APTT, activated partial thromboplastin time; BU, Bethesda units; FV, factor V; PT, prothrombin time.

Discussion and literature review

AFVD is a rare haemostatic disorder; the clinical manifestations of which are variable and range from asymptomatic haematological laboratory abnormalities to life-threatening haemorrhaging or thromboembolic events. Acquired factor V inhibitors are rare causes of clinical bleeding with severities that range from mild to life threatening. Notably, multiple bleeding sites are infrequently and simultaneously (32%) involved [3]. Mucous membranes (i.e. the gastrointestinal, genitourinary, and airway tracts) are most frequently involved in the bleeding. The mortality rate of patients with haemorrhages can reach 21% [4]. Thrombotic events are rare. Notably, only six patients on factor V inhibitors have presented with thrombotic manifestations that include limb gangrene [5], multiple cerebral infarctions [6], deep vein thromboli [7-9], and upper extremity thrombi [10].

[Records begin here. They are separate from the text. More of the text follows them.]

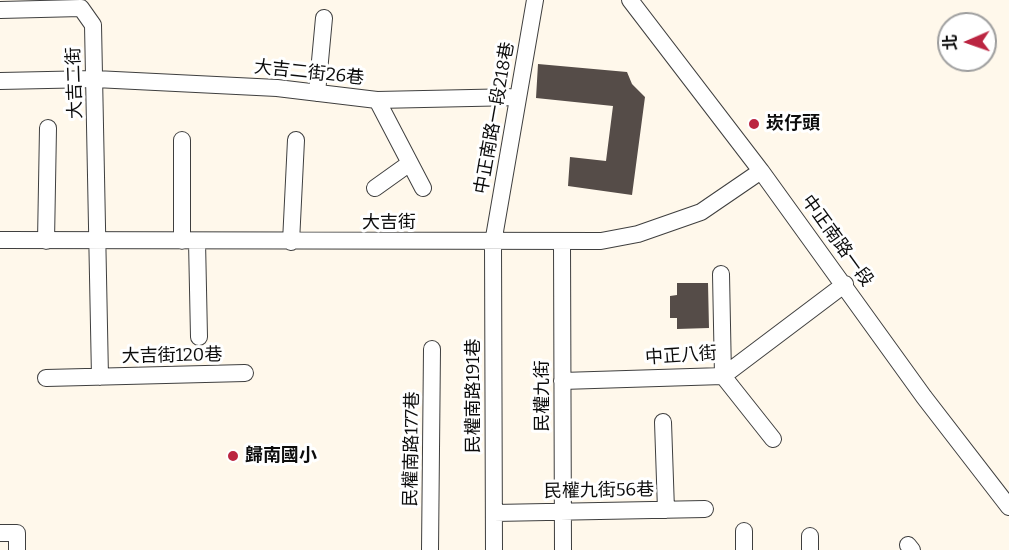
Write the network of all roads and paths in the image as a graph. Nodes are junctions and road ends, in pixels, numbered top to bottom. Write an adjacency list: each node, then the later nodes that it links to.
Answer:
1 (535, 0): 8 (street, 中正南路一段218巷)
2 (630, 0): 14 (street, 中正南路一段)
3 (0, 10): 5 (street, 大吉二街)
4 (324, 18): 7 (street)
5 (95, 79): 6 (street, 大吉二街26巷); 7 (street, 大吉二街26巷); 19 (street, 大吉二街)
6 (0, 81)
7 (317, 93): 9 (street, 大吉二街26巷)
8 (518, 97): 9 (street, 大吉二街26巷); 22 (street, 中正南路一段218巷)
9 (377, 100): 13 (street)
10 (48, 128): 18 (street)
11 (182, 140): 20 (street)
12 (296, 140): 21 (street)
13 (410, 163): 15 (street); 16 (street)
14 (761, 171): 23 (street, 大吉街); 25 (street, 中正南路一段)
15 (375, 188)
16 (423, 188)
17 (0, 240): 18 (street, 大吉街)
18 (46, 241): 19 (street, 大吉街)
19 (98, 241): 20 (street, 大吉街); 30 (street, 大吉街120巷)
20 (190, 241): 21 (street, 大吉街); 26 (street)
21 (291, 242): 22 (street, 大吉街)
22 (493, 243): 23 (street, 大吉街); 39 (street, 民權南路191巷)
23 (562, 243): 32 (street, 民權九街)
24 (721, 274): 29 (street)
25 (845, 284): 29 (street, 中正八街); 35 (street, 中正南路一段)
26 (199, 337)
27 (432, 349): 43 (street, 民權南路177巷)
28 (245, 373): 30 (street, 大吉街120巷)
29 (723, 376): 32 (street, 中正八街); 34 (street)
30 (100, 377): 31 (street, 大吉街120巷)
31 (46, 378)
32 (562, 381): 38 (street, 民權九街)
33 (663, 422): 37 (street)
34 (773, 439)
35 (1009, 507)
36 (705, 509): 37 (street, 民權九街56巷)
37 (666, 510): 38 (street, 民權九街56巷)
38 (563, 511): 39 (street, 民權九街56巷); 45 (street, 民權九街)
39 (494, 513): 44 (street, 民權南路191巷)
40 (744, 531): 46 (street)
41 (0, 533): 42 (street)
42 (17, 550)
43 (430, 550)
44 (494, 550)
45 (563, 550)
46 (744, 550)

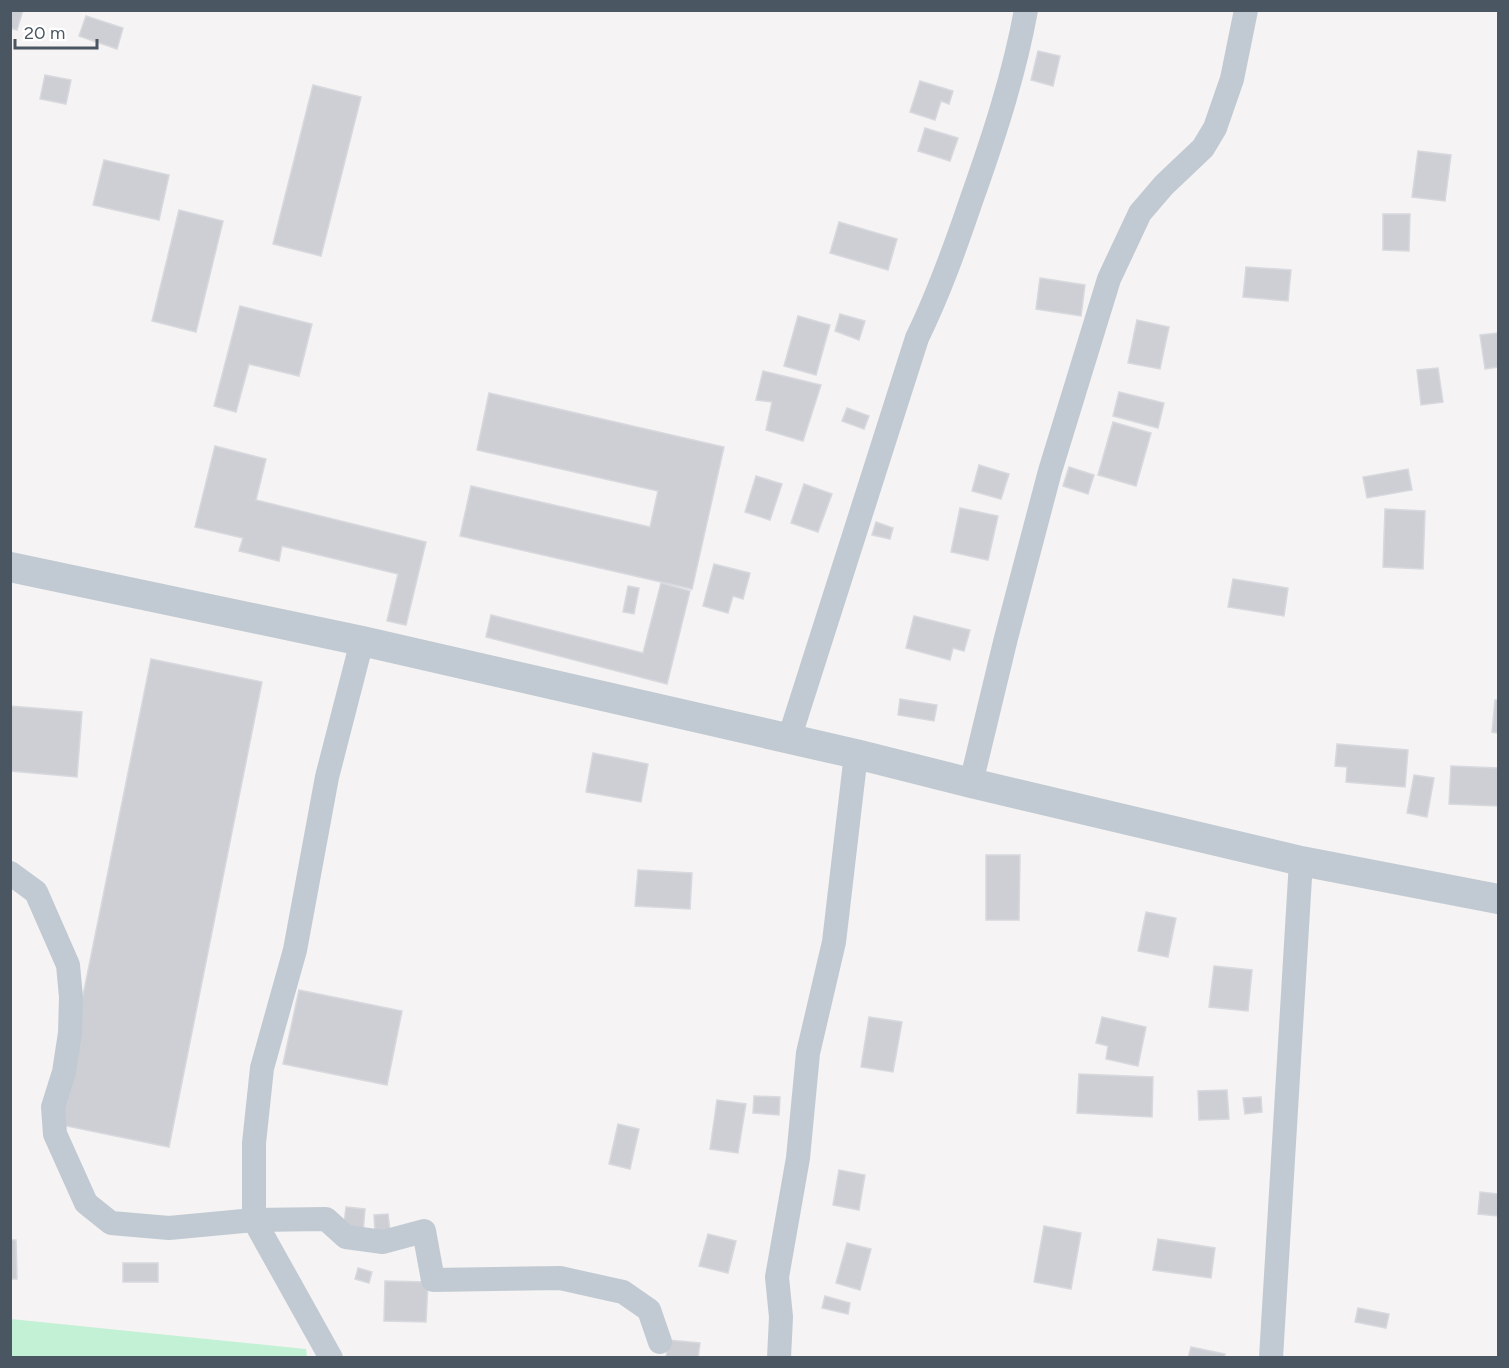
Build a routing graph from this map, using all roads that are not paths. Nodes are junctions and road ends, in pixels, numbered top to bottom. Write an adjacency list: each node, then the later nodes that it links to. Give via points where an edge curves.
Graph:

In the present case, the patient initially presented with haematuria and subsequently developed multiple haemorrhages that included nose bleeding, tonsil bleeding, gingival bleeding, and haematoma. Because multiple haemorrhages are frequently involved in AFVD, we assume that AFVD should be considered for patients who present with bleeding, particularly those who present with multiple haemorrhages.

AFVD is generally because of the development of antibodies against factor V. Regarding the conditions associated with the development of factor V inhibitors, a review of 148 cases of AFVD between 1955 and 2010 in the literature revealed that the majority of these cases were associated with exposure to bovine thrombin during surgical procedures, antibiotics (cephalosporins, aminoglycosides, and penicillins), infections, malignancies, and autoimmune diseases [3]. However, the author noted that it was difficult to prove causation or association in many of these cases.

A PubMed and CNKI search from 2010 to 2016 and a subsequent search from 1955 to 2016 were performed with the limits of only the English and Chinese languages (abstracts and reports in other language were also included as long as they had sufficient interpretable information to fulfil the criteria) using the following terms: ‘acquired factor V deficiency’, ‘acquired factor V inhibitors’, ‘acquired inhibitors and coagulation factors’, ‘antifactor V antibodies’, ‘factor V autoantibodies’, ‘autoimmune factor V inhibitors’, ‘spontaneous inhibitors’, and ‘factor V’.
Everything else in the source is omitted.